We're gunning to have 5 and 6 in the CLI but as far as the beta is concerned, they aren't the highest priority. We're still trying to get what we can in though... for instance @jkuri just put in https://github.com/angular/angular-cli/pull/388 that bakes in CSS preprocessors. It's not the same as extending, but in the meanwhile people can still use preprocessors.

We're also looking at adding a config that allows users to customize file structure, because that'll be very relevant when the style guide comes out. Linting and formatting are currently completely customizable - ng lint simply runs npm run lint, so you can change that script.

Other things aren't extensible at all currently, like the build process. Unit testing is also tightly coupled with the build process, because of the TS compilation step and watch modes.

So currently we do have to make the trade off, and the priority is points 1 to 4 as fast as possible. But let me be clear on this: extensibility and configurability are well on the radar after those. There hasn't been a single week were we haven't talked about it.

The black box phenomenon..... not as easy to avoid, at least at the moment. Part of it is the tight coupling between some commands, part of it is the ember-cli architecture in which logic is part of commands and tasks at the addon level.

The addon architecture is also part of the solution though: users could create addons (like https://github.com/IgorMinar/angular-cli-github-pages) and add them to projects. But even that functionality is currently being rolled into the base CLI (https://github.com/angular/angular-cli/pull/366) at the moment, mostly for more rapid iteration and not having to manage a second repo. Stuff like this is meant to be factored out into extensible bits in the future.

In this scenario users would still need to get involved in the CLI to be able to alter it's behavior... it's hard to balance between putting config logic on the repo and still have deep integration between all the moving parts.

So yeah, that's what I have to say. I hope I was able to address your points.

NullVoxPopuli commented 8 years ago

They don't know what's behind a build, behind running tests. They might get totally dependent on your tool unless they explicitly want to get involved.

  • @gruppjo

There is nothing wrong with that. Imo, even caring about the details of all that just get in the way of development... I want to be productive, not configure.
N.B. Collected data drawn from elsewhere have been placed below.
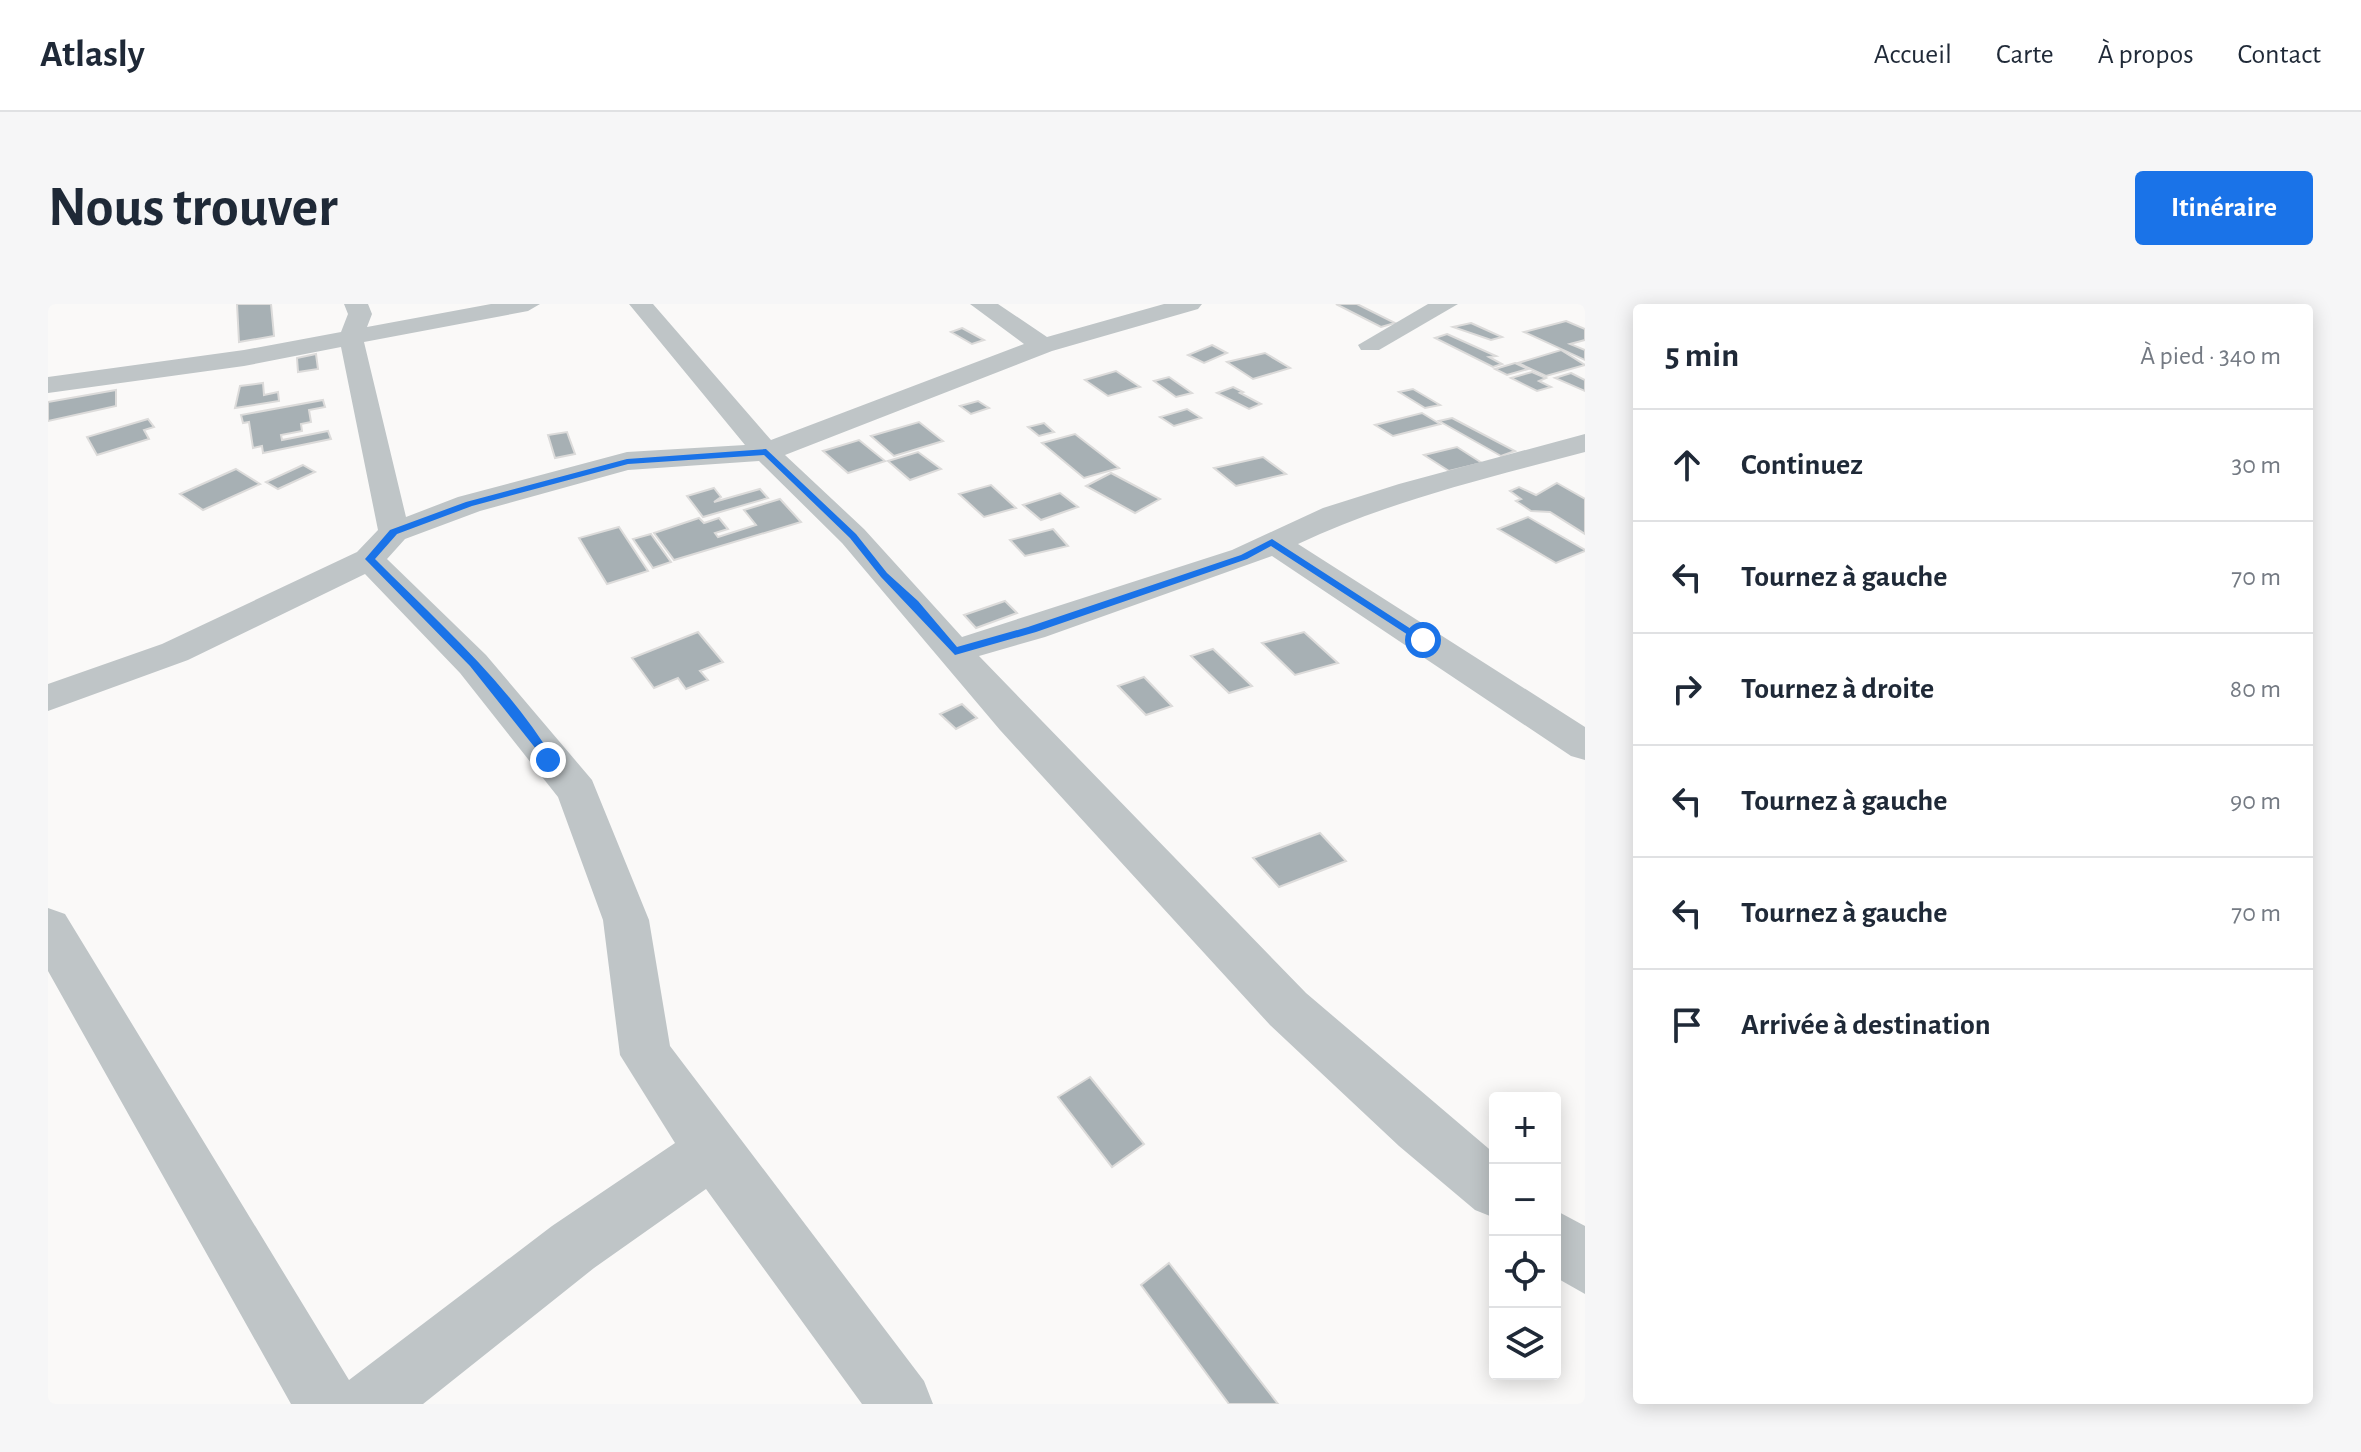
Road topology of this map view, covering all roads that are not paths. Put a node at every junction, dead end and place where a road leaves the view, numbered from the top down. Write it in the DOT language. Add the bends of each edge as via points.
graph roads {
  1 [pos="356,304"];
  2 [pos="528,304"];
  3 [pos="641,304"];
  4 [pos="982,304"];
  5 [pos="1190,304"];
  6 [pos="1446,304"];
  7 [pos="351,338"];
  8 [pos="1370,345"];
  9 [pos="1043,346"];
  10 [pos="48,385"];
  11 [pos="1585,443"];
  12 [pos="766,452"];
  13 [pos="1272,542"];
  14 [pos="382,546"];
  15 [pos="955,651"];
  16 [pos="48,698"];
  17 [pos="1585,746"];
  18 [pos="48,928"];
  19 [pos="712,1151"];
  20 [pos="1489,1185"];
  21 [pos="1561,1244"];
  22 [pos="1585,1264"];
  23 [pos="327,1404"];
  24 [pos="371,1404"];
  25 [pos="901,1404"];
  1 -- 7 [label="street" via="360,314"];
  2 -- 7 [label="street"];
  3 -- 12 [label="street"];
  4 -- 9 [label="street"];
  5 -- 9 [label="street"];
  6 -- 8 [label="street"];
  7 -- 10 [label="street"];
  7 -- 14 [label="street"];
  9 -- 12 [label="street"];
  11 -- 13 [label="street" via="1410,490"];
  12 -- 14 [label="street" via="597,467 469,504"];
  12 -- 15 [label="street" via="853,536"];
  13 -- 15 [label="street" via="1244,557"];
  13 -- 17 [label="street"];
  14 -- 16 [label="street" via="175,652"];
  14 -- 19 [label="street" via="577,791 626,920 646,1055"];
  15 -- 20 [label="street" via="1288,1009"];
  18 -- 23 [label="street"];
  19 -- 24 [label="street" via="573,1247"];
  19 -- 25 [label="street"];
  21 -- 22 [label="street"];
}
filipesilva commented 7 years ago

Closing as obsolete.

gruppjo commented 7 years ago

Hi @filipesilva!

I really hope I'm not getting on your nerves. If so, I'm really sorry! I still think it's an important and constructive topic, so why do you consider this as obsolete?

I really like how far the CLI has come. Kudos! I happily tried out the component based CSS/SASS, AOT with lazy loading and e2e and unit tests and was pleasantly surprised. The tasks run quickly, the build size is really good with AOT, tree-shaking, minification and gzipping, there's a task for copying static assets and a basic environment system.

BUT I won't be able to use it for our project. Again. Just today I found myself ditching the angular-cli in favor of a different system. Why? Because there are crucial requirements for our project that we cannot fulfill using the CLI and there doesn't seem to be a way of extending it's behavior!

Just to give you two feasible examples:

I feel like having a déja-vu: As I suggested almost a year ago, we could easily take care of this ourselves if the whole webpack task system of the CLI was part of the project and not black-boxed and hidden away in the CLI itself.

Really looking forward to hearing your thoughts.

Sincerely and respectfully, Jon

filipesilva commented 7 years ago

Heya @gruppjo, of course you're not getting on my nerves, these topics are here to be discussed :D

This specific issue is closed obsolete because the CLI architecture and feature set are now frozen for 1.0, and an addon architecture has already been announced as being a major 2.0 feature.

There isn't an issue open to currently track the addon functionality though, one will be open when work starts on it.